Collected data
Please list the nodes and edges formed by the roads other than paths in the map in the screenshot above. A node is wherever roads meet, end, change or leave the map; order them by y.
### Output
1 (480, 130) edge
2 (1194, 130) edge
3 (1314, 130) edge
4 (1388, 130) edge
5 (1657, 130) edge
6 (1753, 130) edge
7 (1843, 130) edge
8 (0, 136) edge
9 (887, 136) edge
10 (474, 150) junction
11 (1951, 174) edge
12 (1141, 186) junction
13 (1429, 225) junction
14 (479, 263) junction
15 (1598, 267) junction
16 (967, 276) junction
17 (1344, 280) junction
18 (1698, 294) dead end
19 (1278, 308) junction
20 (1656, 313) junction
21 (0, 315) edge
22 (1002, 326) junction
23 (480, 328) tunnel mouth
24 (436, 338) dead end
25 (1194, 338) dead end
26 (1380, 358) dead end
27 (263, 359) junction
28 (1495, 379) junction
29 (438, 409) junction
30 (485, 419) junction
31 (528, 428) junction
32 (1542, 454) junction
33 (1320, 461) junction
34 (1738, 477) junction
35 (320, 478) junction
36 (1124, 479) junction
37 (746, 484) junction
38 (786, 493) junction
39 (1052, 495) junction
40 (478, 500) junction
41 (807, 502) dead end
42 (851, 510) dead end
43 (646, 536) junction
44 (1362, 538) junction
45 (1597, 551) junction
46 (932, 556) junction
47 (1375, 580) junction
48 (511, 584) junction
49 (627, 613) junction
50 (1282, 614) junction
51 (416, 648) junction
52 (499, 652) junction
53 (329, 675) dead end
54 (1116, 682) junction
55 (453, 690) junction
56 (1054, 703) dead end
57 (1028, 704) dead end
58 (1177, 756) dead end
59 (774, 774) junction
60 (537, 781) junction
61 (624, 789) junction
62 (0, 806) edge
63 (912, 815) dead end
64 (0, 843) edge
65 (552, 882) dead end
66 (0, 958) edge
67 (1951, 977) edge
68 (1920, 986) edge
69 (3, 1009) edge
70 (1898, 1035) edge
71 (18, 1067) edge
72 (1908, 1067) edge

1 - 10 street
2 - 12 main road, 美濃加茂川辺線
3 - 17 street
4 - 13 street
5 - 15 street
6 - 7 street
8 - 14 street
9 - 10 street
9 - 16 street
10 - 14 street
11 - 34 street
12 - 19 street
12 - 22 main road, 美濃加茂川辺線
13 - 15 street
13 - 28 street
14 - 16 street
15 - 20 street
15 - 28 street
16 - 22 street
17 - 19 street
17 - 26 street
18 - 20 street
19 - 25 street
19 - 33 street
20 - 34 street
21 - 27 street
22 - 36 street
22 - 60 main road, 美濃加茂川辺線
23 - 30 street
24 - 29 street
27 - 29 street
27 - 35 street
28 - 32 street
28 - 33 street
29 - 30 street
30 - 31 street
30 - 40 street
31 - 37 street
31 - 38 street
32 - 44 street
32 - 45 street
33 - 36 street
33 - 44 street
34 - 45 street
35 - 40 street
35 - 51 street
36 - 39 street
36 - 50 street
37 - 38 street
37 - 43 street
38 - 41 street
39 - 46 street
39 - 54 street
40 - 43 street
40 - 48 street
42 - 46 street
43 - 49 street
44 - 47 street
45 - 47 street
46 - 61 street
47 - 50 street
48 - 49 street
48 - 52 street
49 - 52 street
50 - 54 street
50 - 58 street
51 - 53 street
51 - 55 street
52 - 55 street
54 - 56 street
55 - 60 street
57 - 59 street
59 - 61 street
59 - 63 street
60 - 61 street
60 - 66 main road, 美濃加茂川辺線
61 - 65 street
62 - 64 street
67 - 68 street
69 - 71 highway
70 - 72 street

**EXERCISE REQUIREMENTS**
Your answer should be each line of the data that contains the word "美濃加茂川辺線", copied as it stands.

**TASK SOLUTION**
2 - 12 main road, 美濃加茂川辺線
12 - 22 main road, 美濃加茂川辺線
22 - 60 main road, 美濃加茂川辺線
60 - 66 main road, 美濃加茂川辺線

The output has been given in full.